━━━ DATA TO EXAMINE

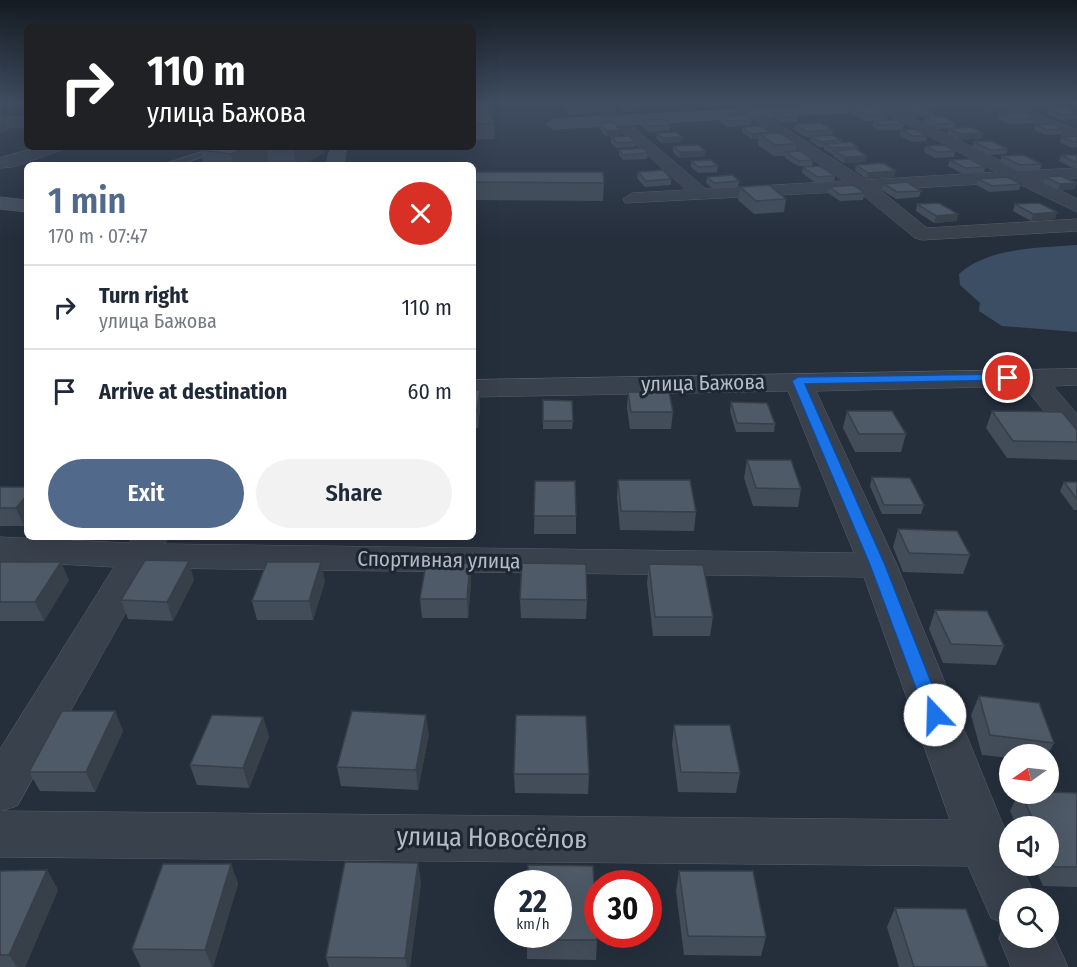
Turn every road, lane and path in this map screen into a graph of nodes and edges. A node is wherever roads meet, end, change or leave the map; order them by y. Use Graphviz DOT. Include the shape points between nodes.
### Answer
graph roads {
  1 [pos="650,148"];
  2 [pos="805,148"];
  3 [pos="963,148"];
  4 [pos="46,150"];
  5 [pos="220,150"];
  6 [pos="205,154"];
  7 [pos="177,162"];
  8 [pos="2,164"];
  9 [pos="1077,173"];
  10 [pos="1018,176"];
  11 [pos="862,186"];
  12 [pos="702,195"];
  13 [pos="632,199"];
  14 [pos="0,203"];
  15 [pos="24,206"];
  16 [pos="1077,206"];
  17 [pos="1077,225"];
  18 [pos="1077,377"];
  19 [pos="1031,378"];
  20 [pos="798,381"];
  21 [pos="476,389"];
  22 [pos="1077,433"];
  23 [pos="145,546"];
  24 [pos="0,549"];
  25 [pos="878,565"];
  26 [pos="0,791"];
  27 [pos="0,834"];
  28 [pos="984,843"];
  29 [pos="1005,888"];
  30 [pos="1031,948"];
  31 [pos="1040,967"];
  1 -- 12 [label="street"];
  2 -- 11 [label="street"];
  3 -- 10 [label="street"];
  4 -- 8 [label="street"];
  5 -- 6 [label="street"];
  6 -- 7 [label="lane"];
  9 -- 10 [label="street"];
  10 -- 11 [label="street"];
  10 -- 16 [label="street"];
  11 -- 12 [label="street"];
  11 -- 17 [label="street" via="922,234"];
  12 -- 13 [label="street"];
  14 -- 15 [label="street"];
  18 -- 19 [label="street, улица Бажова"];
  19 -- 20 [label="street, улица Бажова"];
  19 -- 22 [label="street"];
  20 -- 21 [label="street, улица Бажова"];
  20 -- 25 [label="street"];
  23 -- 24 [label="street, Спортивная улица"];
  23 -- 25 [label="street, Спортивная улица"];
  23 -- 26 [label="street"];
  25 -- 28 [label="street"];
  27 -- 28 [label="street, улица Новосёлов"];
  28 -- 29 [label="street"];
  30 -- 31 [label="street"];
}
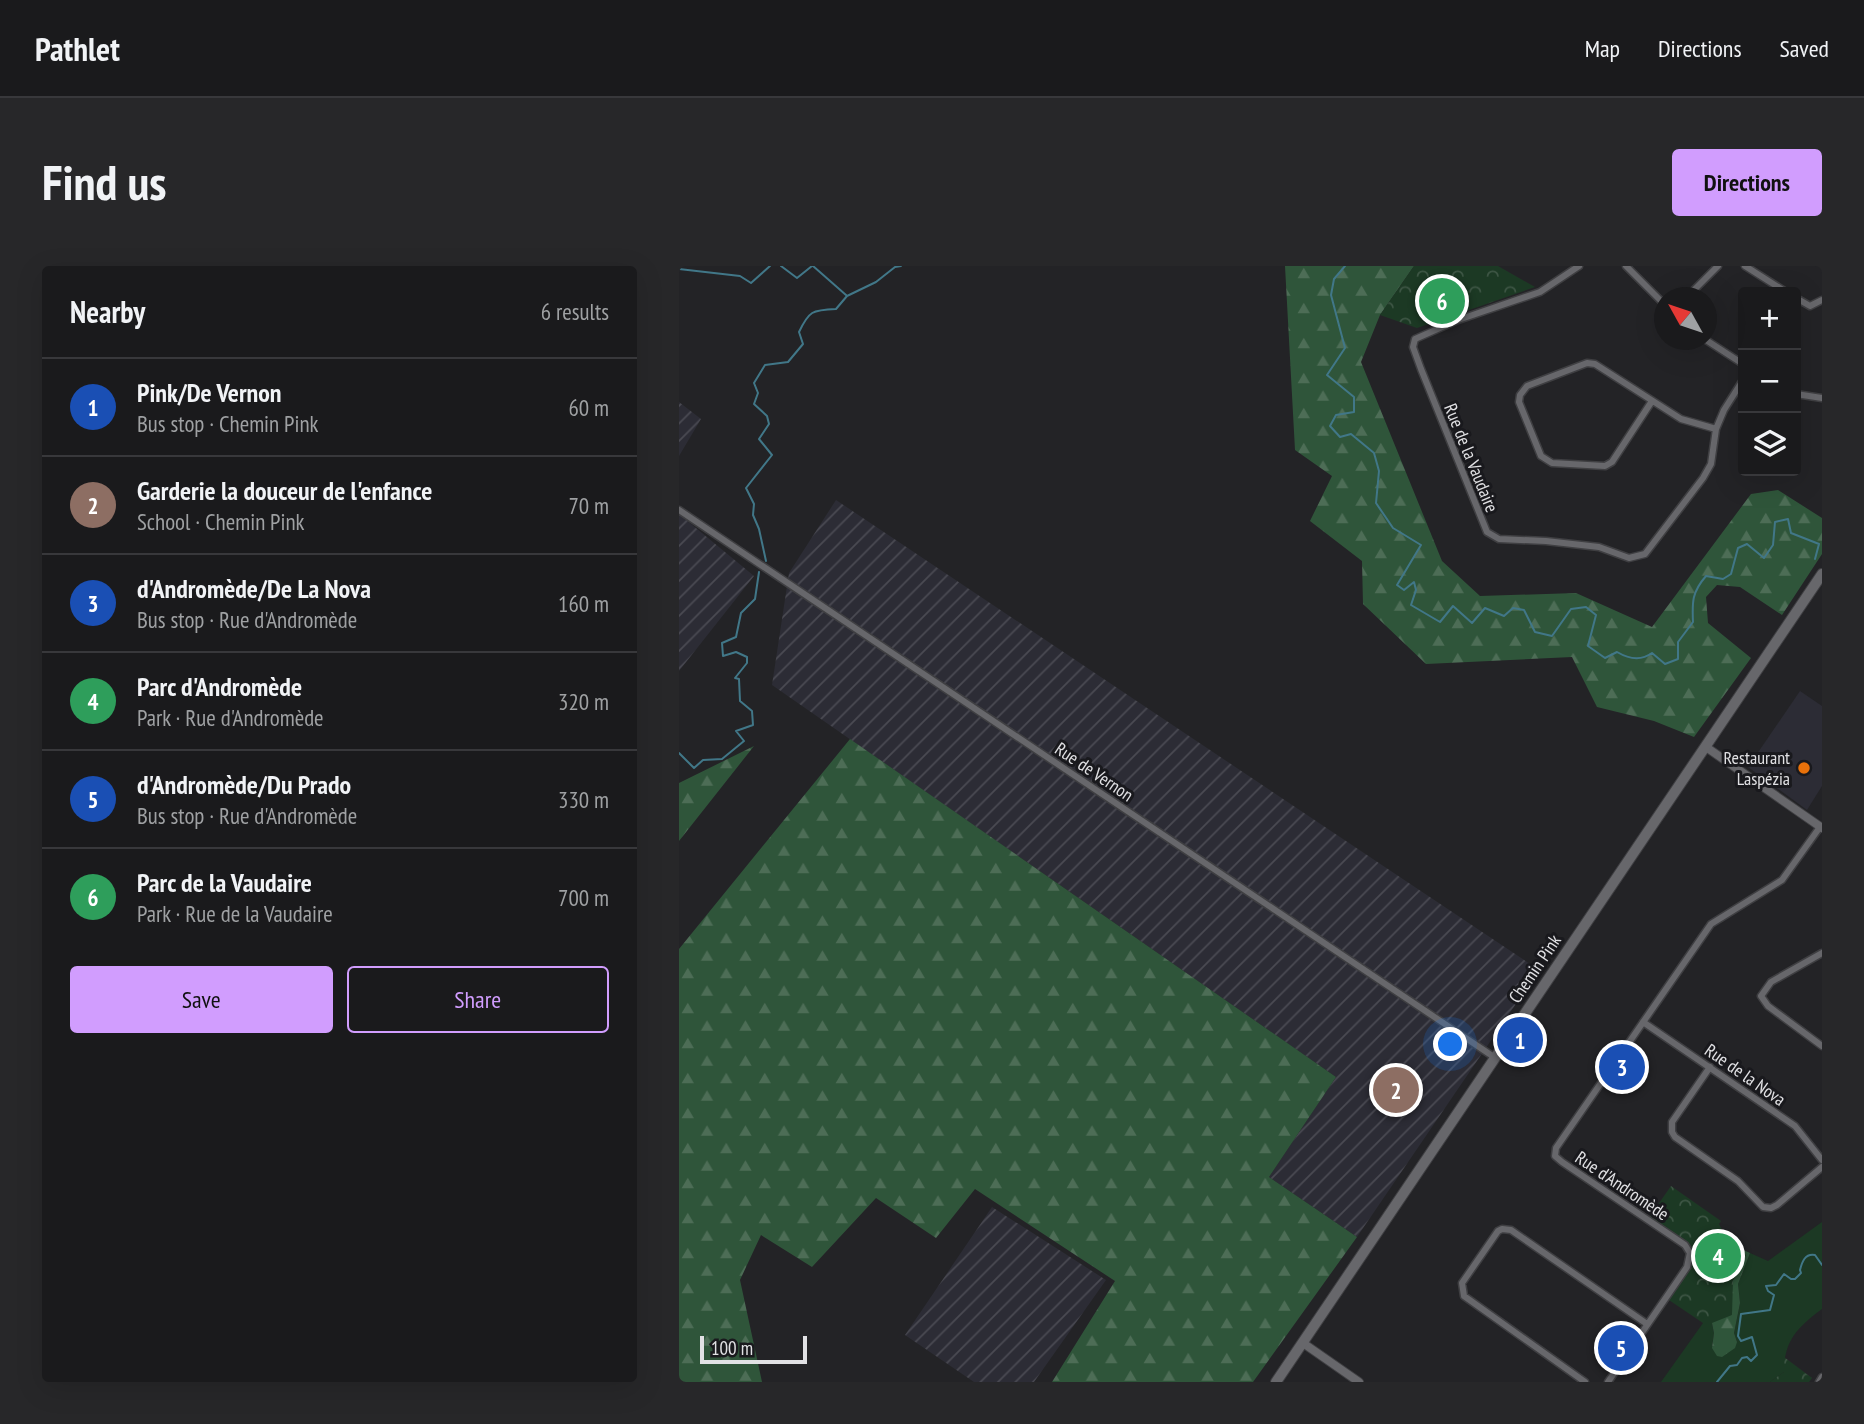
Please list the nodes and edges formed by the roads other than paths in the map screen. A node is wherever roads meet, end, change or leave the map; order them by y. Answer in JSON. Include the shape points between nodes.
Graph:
{"nodes":[{"id":1,"x":1579,"y":266,"type":"edge"},
{"id":2,"x":1626,"y":266,"type":"edge"},
{"id":3,"x":1719,"y":266,"type":"edge"},
{"id":4,"x":1745,"y":266,"type":"edge"},
{"id":5,"x":1697,"y":287,"type":"edge"},
{"id":6,"x":1778,"y":287,"type":"edge"},
{"id":7,"x":1654,"y":295,"type":"edge"},
{"id":8,"x":1822,"y":300,"type":"edge"},
{"id":9,"x":1801,"y":301,"type":"edge"},
{"id":10,"x":1717,"y":347,"type":"edge"},
{"id":11,"x":1738,"y":361,"type":"edge"},
{"id":12,"x":1738,"y":388,"type":"edge"},
{"id":13,"x":1801,"y":395,"type":"edge"},
{"id":14,"x":1822,"y":398,"type":"edge"},
{"id":15,"x":1652,"y":401,"type":"junction"},
{"id":16,"x":1716,"y":429,"type":"junction"},
{"id":17,"x":679,"y":510,"type":"edge"},
{"id":18,"x":1822,"y":574,"type":"edge"},
{"id":19,"x":1706,"y":747,"type":"junction"},
{"id":20,"x":1821,"y":827,"type":"edge"},
{"id":21,"x":1822,"y":953,"type":"edge"},
{"id":22,"x":1643,"y":1021,"type":"junction"},
{"id":23,"x":1822,"y":1046,"type":"edge"},
{"id":24,"x":1494,"y":1057,"type":"junction"},
{"id":25,"x":1710,"y":1068,"type":"junction"},
{"id":26,"x":1822,"y":1160,"type":"edge"},
{"id":27,"x":1822,"y":1167,"type":"edge"},
{"id":28,"x":1647,"y":1324,"type":"junction"},
{"id":29,"x":1303,"y":1343,"type":"junction"},
{"id":30,"x":1822,"y":1377,"type":"edge"},
{"id":31,"x":1276,"y":1382,"type":"edge"},
{"id":32,"x":1359,"y":1382,"type":"edge"},
{"id":33,"x":1585,"y":1382,"type":"edge"},
{"id":34,"x":1608,"y":1382,"type":"edge"},
{"id":35,"x":1818,"y":1382,"type":"edge"}],
"edges":[{"from":1,"to":16,"type":"street","name":"Rue de la Vaudaire","via":[[1540,292],[1415,339],[1413,347],[1421,369],[1487,532],[1499,539],[1599,547],[1629,558],[1645,554],[1711,464]]},
{"from":2,"to":7,"type":"street"},
{"from":3,"to":5,"type":"street"},
{"from":4,"to":6,"type":"street"},
{"from":8,"to":9,"type":"street","via":[[1810,306]]},
{"from":10,"to":11,"type":"street"},
{"from":12,"to":16,"type":"street","name":"Rue de la Vaudaire"},
{"from":13,"to":14,"type":"street"},
{"from":15,"to":15,"type":"street","via":[[1587,363],[1527,386],[1519,402],[1541,456],[1552,463],[1605,466]]},
{"from":15,"to":16,"type":"street","via":[[1681,419]]},
{"from":17,"to":24,"type":"street","name":"Rue de Vernon"},
{"from":18,"to":19,"type":"main road","name":"Chemin Pink"},
{"from":19,"to":20,"type":"street"},
{"from":19,"to":24,"type":"main road","name":"Chemin Pink"},
{"from":20,"to":22,"type":"street","name":"Rue d'Andromède","via":[[1781,880],[1711,924]]},
{"from":21,"to":23,"type":"street","via":[[1771,982],[1761,996]]},
{"from":22,"to":25,"type":"street","name":"Rue de la Nova"},
{"from":22,"to":28,"type":"street","name":"Rue d'Andromède","via":[[1556,1148],[1555,1156],[1688,1248],[1687,1267]]},
{"from":24,"to":29,"type":"main road","name":"Chemin Pink"},
{"from":25,"to":26,"type":"street","name":"Rue de la Nova","via":[[1795,1126]]},
{"from":25,"to":27,"type":"street","via":[[1672,1122],[1675,1138],[1738,1181],[1763,1208],[1777,1205]]},
{"from":28,"to":33,"type":"street","via":[[1511,1230],[1497,1231],[1462,1283],[1464,1296]]},
{"from":28,"to":34,"type":"street","name":"Rue d'Andromède"},
{"from":29,"to":31,"type":"main road","name":"Chemin Pink"},
{"from":29,"to":32,"type":"street"},
{"from":30,"to":35,"type":"street"}]}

━━━━━━

[WHAT THE TASK ASKS] The required output is a copy of each line in the records where the string "Бажова" occurs.

[RESPONSE BELOW]
  18 -- 19 [label="street, улица Бажова"];
  19 -- 20 [label="street, улица Бажова"];
  20 -- 21 [label="street, улица Бажова"];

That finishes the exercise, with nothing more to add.